[Stored data]
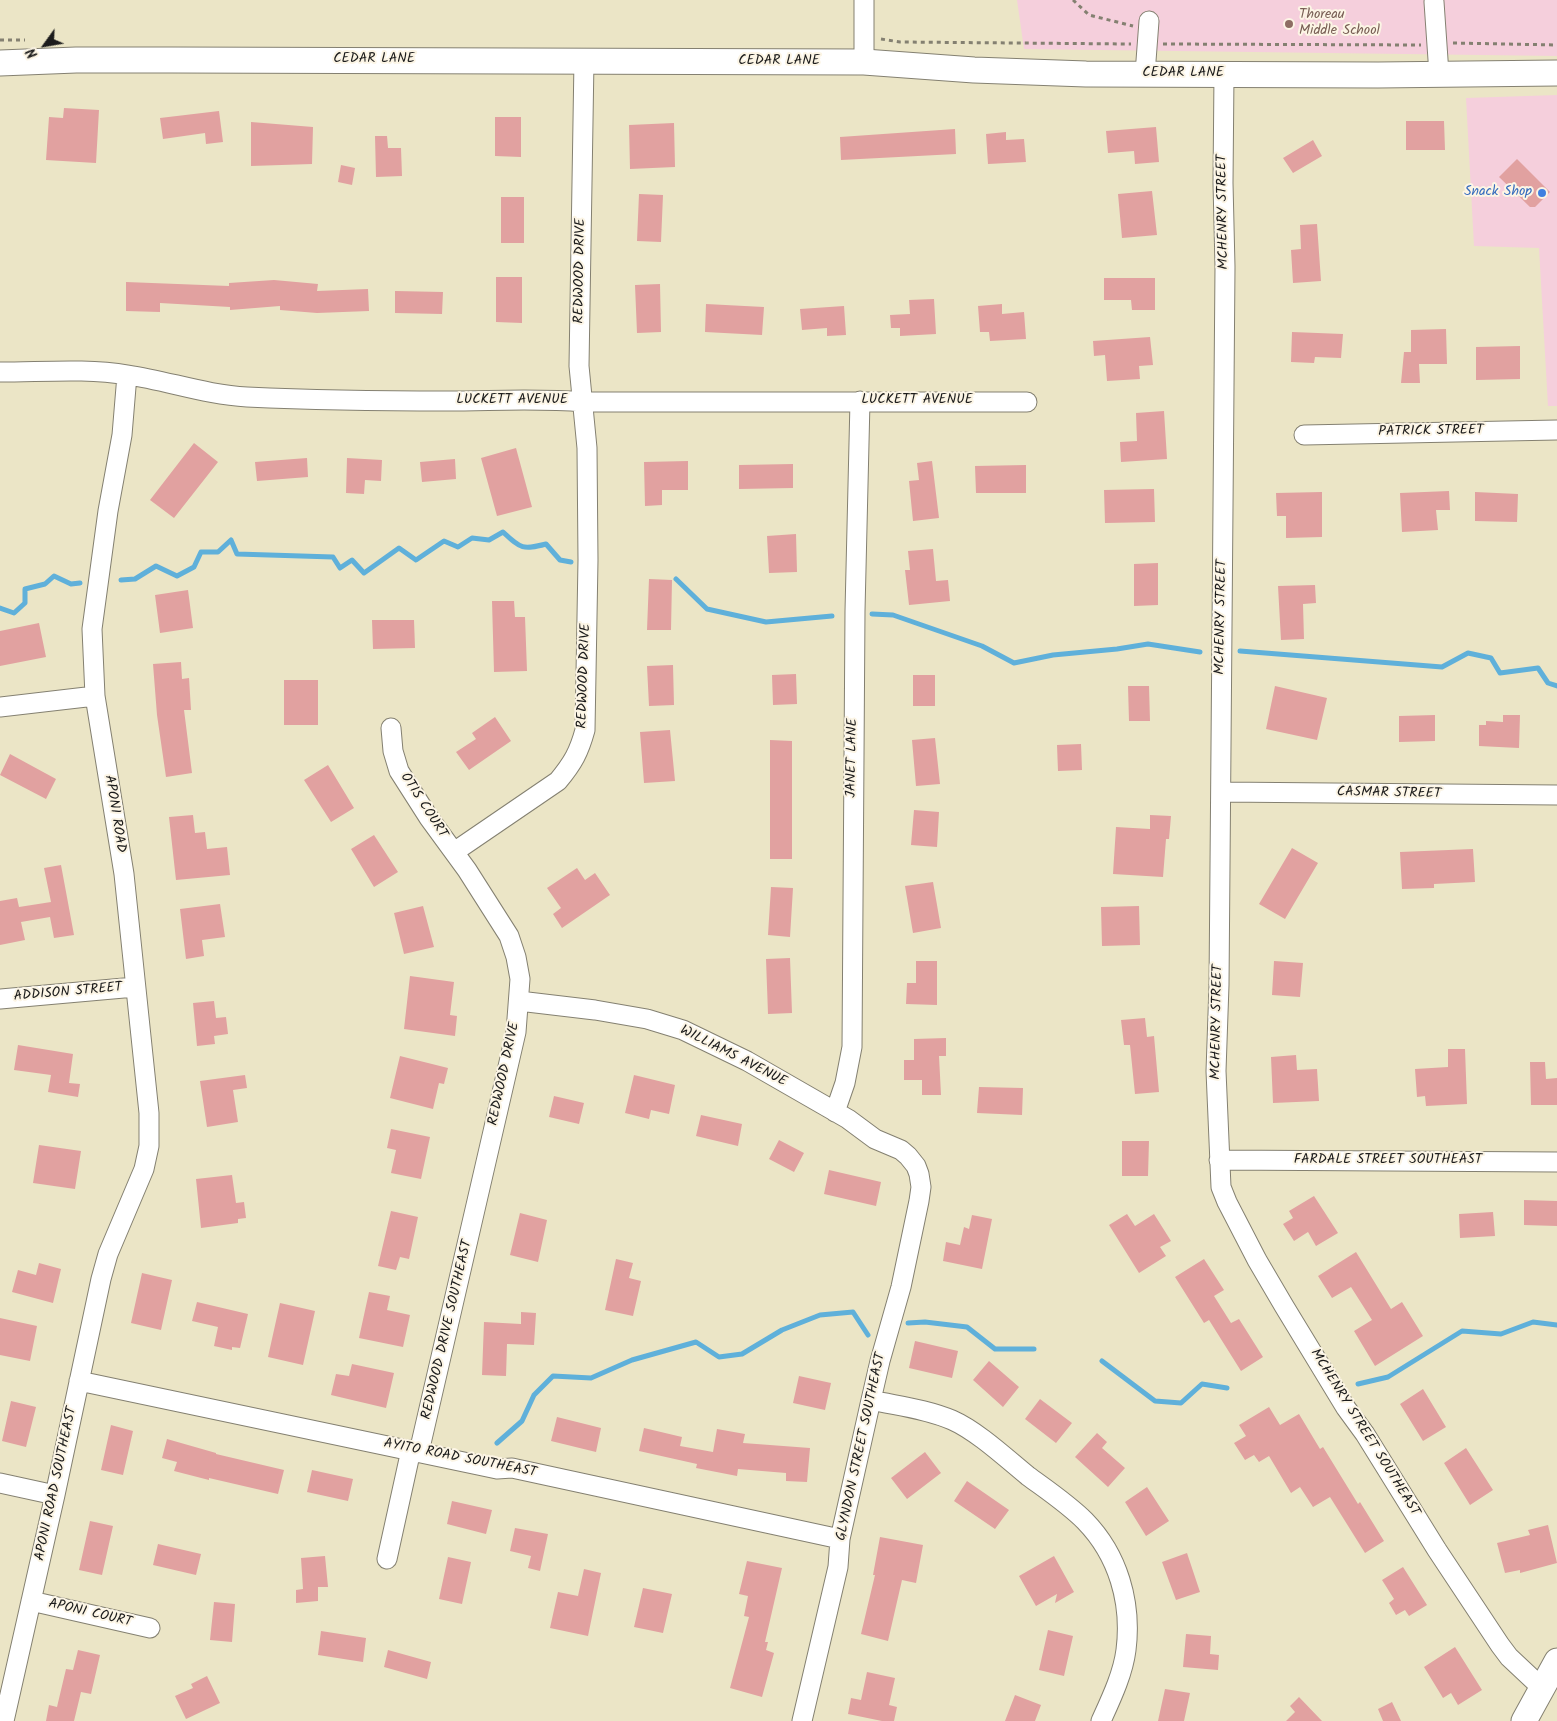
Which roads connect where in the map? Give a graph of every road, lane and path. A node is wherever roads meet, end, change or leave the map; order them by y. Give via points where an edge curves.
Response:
1 (864, 0) edge
2 (1073, 0) edge
3 (1434, 2) dead end
4 (1149, 25) joint
5 (584, 60) junction
6 (864, 62) junction
7 (0, 63) edge
8 (1557, 73) edge
9 (1145, 74) junction
10 (1224, 74) junction
11 (1439, 74) junction
12 (0, 372) edge
13 (127, 375) junction
14 (860, 401) junction
15 (583, 402) junction
16 (1027, 402) dead end
17 (1557, 430) edge
18 (1304, 435) dead end
19 (95, 696) junction
20 (0, 707) edge
21 (391, 728) dead end
22 (1221, 792) junction
23 (1557, 796) edge
24 (454, 852) junction
25 (135, 987) junction
26 (0, 999) edge
27 (519, 1001) junction
28 (835, 1112) junction
29 (1219, 1160) junction
30 (1557, 1162) edge
31 (919, 1174) joint
32 (476, 1207) joint
33 (110, 1247) joint
34 (79, 1381) junction
35 (871, 1400) junction
36 (415, 1451) junction
37 (0, 1483) edge
38 (56, 1495) junction
39 (840, 1539) junction
40 (387, 1560) dead end
41 (31, 1601) junction
42 (150, 1628) dead end
43 (1557, 1661) edge
44 (1542, 1688) junction
45 (4, 1721) edge
46 (802, 1721) edge
47 (1101, 1721) edge
48 (1524, 1721) edge

1 - 6 street
2 - 4 path via 1089,16
3 - 11 street
4 - 9 street
5 - 6 main road, CEDAR LANE
5 - 7 main road, CEDAR LANE via 76,60
5 - 15 street, REDWOOD DRIVE via 580,366
6 - 9 main road, CEDAR LANE via 983,71
8 - 11 main road, CEDAR LANE
9 - 10 main road, CEDAR LANE
10 - 11 main road, CEDAR LANE
10 - 22 street, MCHENRY STREET
12 - 13 street, LUCKETT AVENUE via 92,371
13 - 15 street, LUCKETT AVENUE via 242,396
13 - 19 street, APONI ROAD via 122,435 93,615
14 - 15 street, LUCKETT AVENUE
14 - 16 street, LUCKETT AVENUE
14 - 28 street, JANET LANE via 854,649 852,1047
15 - 24 street, REDWOOD DRIVE via 587,448 588,560 585,730 580,749 558,780
17 - 18 street, PATRICK STREET
19 - 20 street
19 - 25 street, APONI ROAD via 124,874
21 - 24 street, OTIS COURT via 393,751 400,771
22 - 23 street, CASMAR STREET
22 - 29 street, MCHENRY STREET via 1216,1071
24 - 27 street, REDWOOD DRIVE via 509,936 520,979
25 - 26 street, ADDISON STREET
25 - 33 street, APONI ROAD via 149,1113 149,1146 144,1170
27 - 28 street, WILLIAMS AVENUE via 647,1019 683,1030 747,1061
27 - 32 street, REDWOOD DRIVE via 516,1032
28 - 31 street, WILLIAMS AVENUE via 875,1139 901,1150
29 - 30 street, FARDALE STREET SOUTHEAST
29 - 44 street, MCHENRY STREET SOUTHEAST via 1227,1202 1257,1260 1346,1408 1509,1657
31 - 35 street, GLYNDON STREET SOUTHEAST via 919,1201 901,1287
32 - 36 street, REDWOOD DRIVE SOUTHEAST
33 - 34 street, APONI ROAD SOUTHEAST
34 - 36 street, AYITO ROAD SOUTHEAST
34 - 38 street, APONI ROAD SOUTHEAST
35 - 39 street, GLYNDON STREET SOUTHEAST
35 - 47 street via 930,1412 954,1421 1054,1495 1099,1537 1121,1579 1128,1623 1126,1651
36 - 39 street, AYITO ROAD SOUTHEAST via 498,1469 512,1468
36 - 40 street, REDWOOD DRIVE SOUTHEAST
37 - 38 street
38 - 41 street, APONI ROAD SOUTHEAST
39 - 46 street, GLYNDON STREET SOUTHEAST via 838,1567
41 - 42 street, APONI COURT
41 - 45 street, APONI ROAD SOUTHEAST
43 - 44 main road
44 - 48 main road

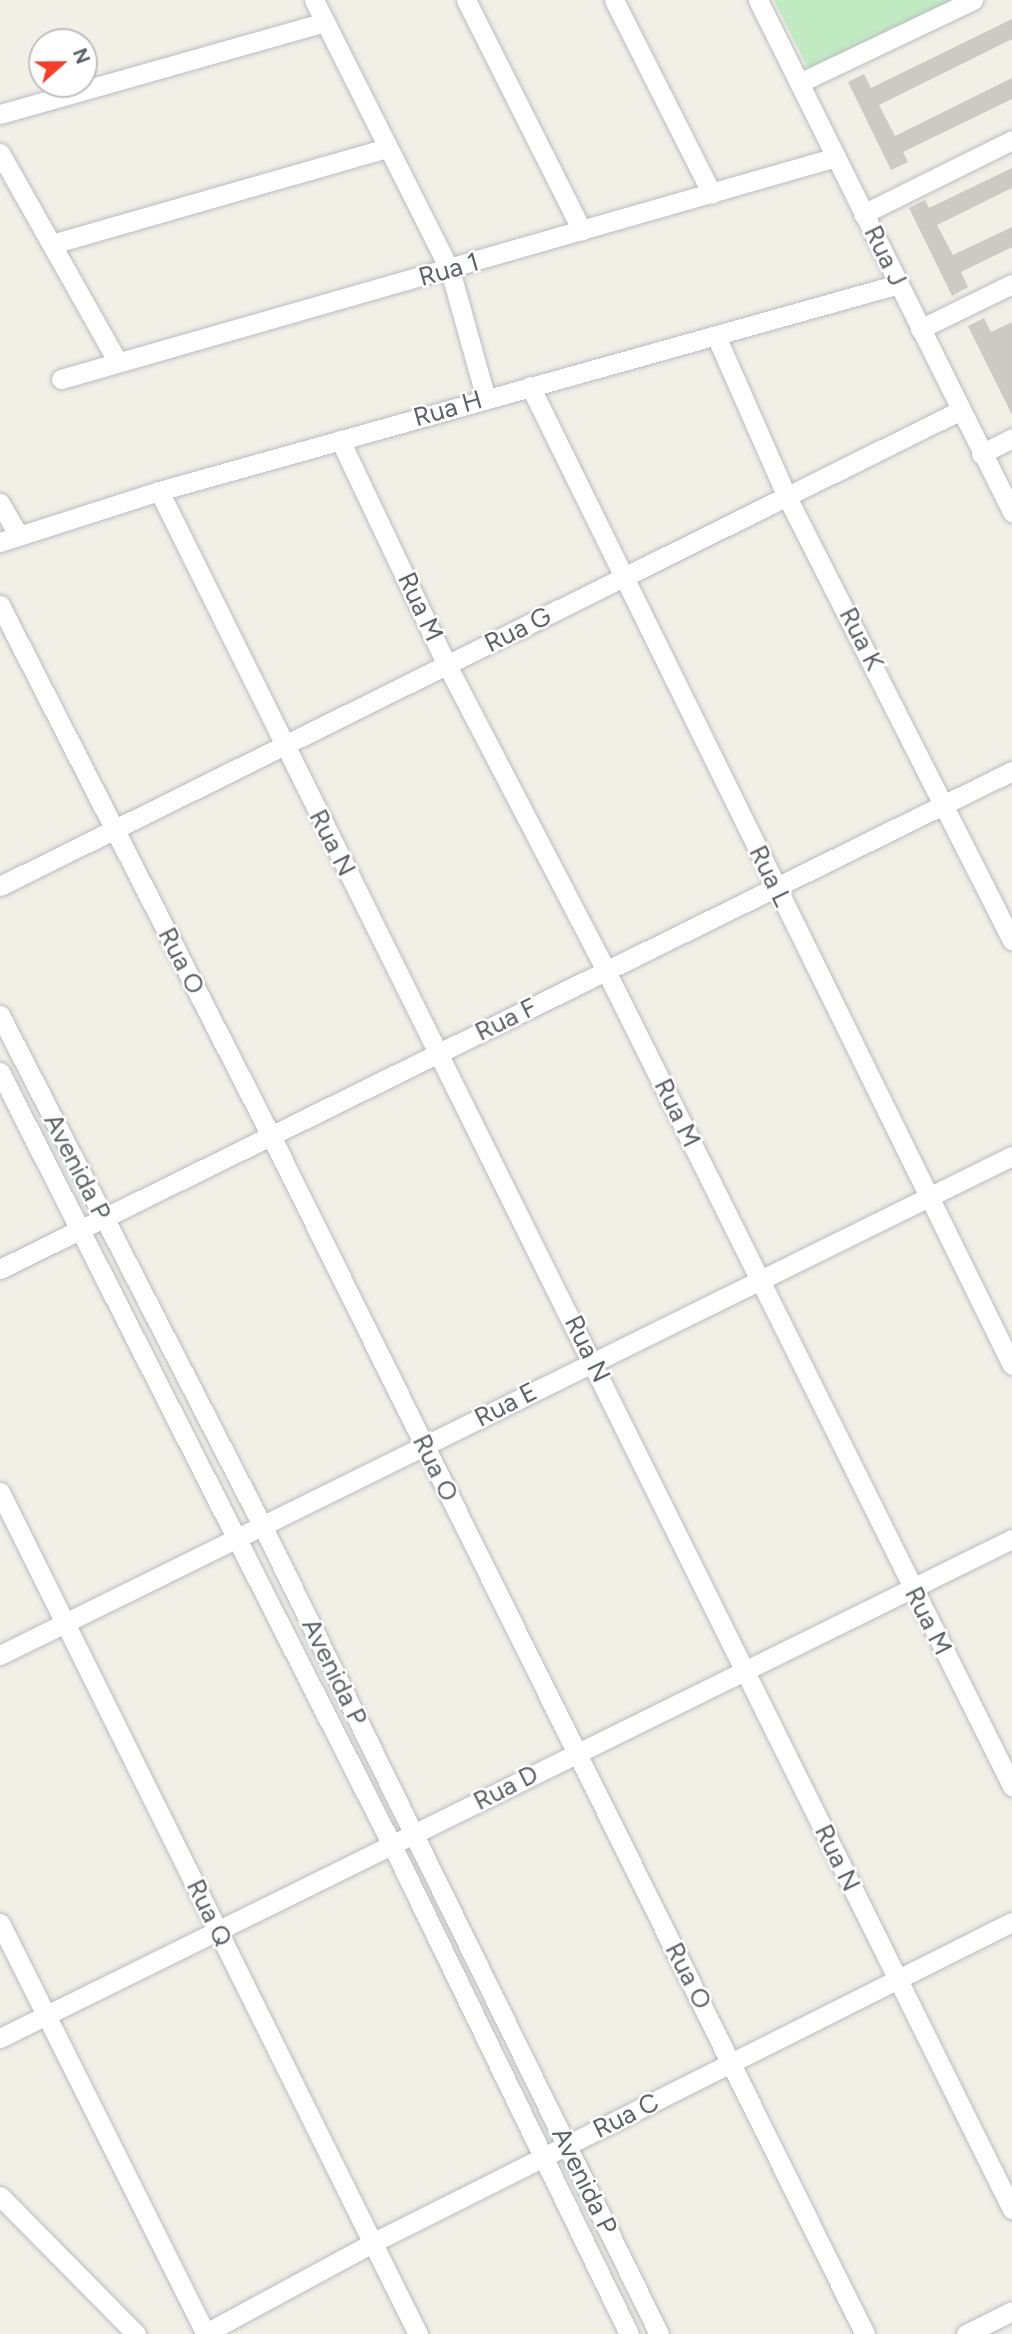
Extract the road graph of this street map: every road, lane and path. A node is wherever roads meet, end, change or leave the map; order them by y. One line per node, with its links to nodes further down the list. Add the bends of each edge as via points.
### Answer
1 (314, 0): 6 (street)
2 (466, 0): 15 (street)
3 (614, 0): 13 (street)
4 (758, 0): 7 (street, Rua J)
5 (973, 0): 7 (street)
6 (325, 22): 8 (street); 10 (street)
7 (799, 83): 12 (street, Rua J)
8 (0, 114)
9 (1012, 140): 14 (street)
10 (387, 148): 16 (street); 17 (street)
11 (0, 153): 16 (street)
12 (836, 157): 13 (street, Rua 1); 14 (street, Rua J)
13 (712, 194): 15 (street, Rua 1)
14 (863, 214): 18 (street, Rua J)
15 (582, 231): 17 (street, Rua 1)
16 (52, 244): 22 (street)
17 (450, 270): 22 (street, Rua 1); 25 (street)
18 (899, 284): 20 (street, Rua J); 21 (street, Rua H)
19 (1012, 284): 20 (street)
20 (920, 329): 26 (street, Rua J)
21 (716, 336): 24 (street, Rua H); 31 (street, Rua K)
22 (118, 362): 23 (street, Rua 1)
23 (61, 379)
24 (530, 386): 25 (street, Rua H); 35 (street, Rua L)
25 (486, 398): 28 (street, Rua H)
26 (960, 411): 29 (street, Rua J); 31 (street, Rua G)
27 (1012, 438): 29 (street)
28 (340, 440): 30 (street, Rua H); 37 (street, Rua M)
29 (981, 454): 33 (street, Rua J)
30 (159, 491): 34 (street, Rua H); 38 (street, Rua N)
31 (787, 496): 35 (street, Rua G); 40 (street, Rua K)
32 (0, 503): 34 (street)
33 (1012, 512)
34 (9, 539)
35 (623, 578): 37 (street, Rua G); 43 (street, Rua L)
36 (0, 605): 41 (street, Rua O)
37 (447, 665): 38 (street, Rua G); 45 (street, Rua M)
38 (284, 748): 41 (street, Rua G); 47 (street, Rua N)
39 (1012, 771): 40 (street, Rua F)
40 (946, 803): 43 (street, Rua F); 44 (street, Rua K)
41 (113, 831): 42 (street, Rua G); 49 (street, Rua O)
42 (0, 886)
43 (775, 887): 45 (street, Rua F); 51 (street, Rua L)
44 (1012, 940)
45 (606, 971): 47 (street, Rua F); 55 (street, Rua M)
46 (0, 1015): 52 (street, Avenida P)
47 (441, 1052): 49 (street, Rua F); 56 (street, Rua N)
48 (0, 1072): 53 (street, Avenida P)
49 (271, 1136): 52 (street, Rua F); 58 (street, Rua O)
50 (1012, 1156): 51 (street, Rua E)
51 (929, 1195): 55 (street, Rua E); 57 (street, Rua L)
52 (103, 1218): 53 (street, Rua F); 60 (street, Avenida P)
53 (80, 1229): 54 (street, Rua F); 61 (street, Avenida P)
54 (0, 1269)
55 (759, 1279): 56 (street, Rua E); 63 (street, Rua M)
56 (593, 1362): 58 (street, Rua E); 66 (street, Rua N)
57 (1012, 1365)
58 (424, 1447): 60 (street, Rua E); 67 (street, Rua O)
59 (0, 1492): 64 (street, Rua Q)
60 (262, 1525): 61 (street, Rua E); 69 (street, Avenida P)
61 (236, 1537): 64 (street, Rua E); 70 (street, Avenida P)
62 (1012, 1539): 63 (street, Rua D)
63 (912, 1588): 66 (street, Rua D); 68 (street, Rua M)
64 (65, 1623): 65 (street, Rua E); 73 (street, Rua Q)
65 (0, 1656)
66 (744, 1671): 67 (street, Rua D); 74 (street, Rua N)
67 (576, 1752): 69 (street, Rua D); 77 (street, Rua O)
68 (1012, 1786)
69 (414, 1834): 70 (street, Rua D); 78 (street, Avenida P)
70 (392, 1845): 73 (street, Rua D); 79 (street, Avenida P)
71 (1012, 1922): 74 (street, Rua C)
72 (0, 1923): 75 (street)
73 (218, 1931): 75 (street, Rua D); 82 (street, Rua Q)
74 (897, 1979): 77 (street, Rua C); 81 (street, Rua N)
75 (44, 2017): 76 (street, Rua D); 85 (street)
76 (0, 2038)
77 (732, 2064): 78 (street, Rua C); 89 (street, Rua O)
78 (567, 2146): 79 (street, Rua C); 88 (street, Avenida P)
79 (542, 2159): 82 (street, Rua C); 87 (street, Avenida P)
80 (0, 2196): 84 (street)
81 (1012, 2209)
82 (372, 2243): 85 (street, Rua C); 86 (street, Rua Q)
83 (1012, 2311): 90 (street)
84 (136, 2334)
85 (205, 2334)
86 (418, 2334)
87 (629, 2334)
88 (659, 2334)
89 (865, 2334)
90 (965, 2334)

**Exercise description:**
Show the lines of the entries that include the string "wherever", copying each in full.

**Task answer:**
Which roads connect where in the map? Give a graph of every road, lane and path. A node is wherever roads meet, end, change or leave the map; order them by y. Give via points where an edge curves.
Extract the road graph of this street map: every road, lane and path. A node is wherever roads meet, end, change or leave the map; order them by y. One line per node, with its links to nodes further down the list. Add the bends of each edge as via points.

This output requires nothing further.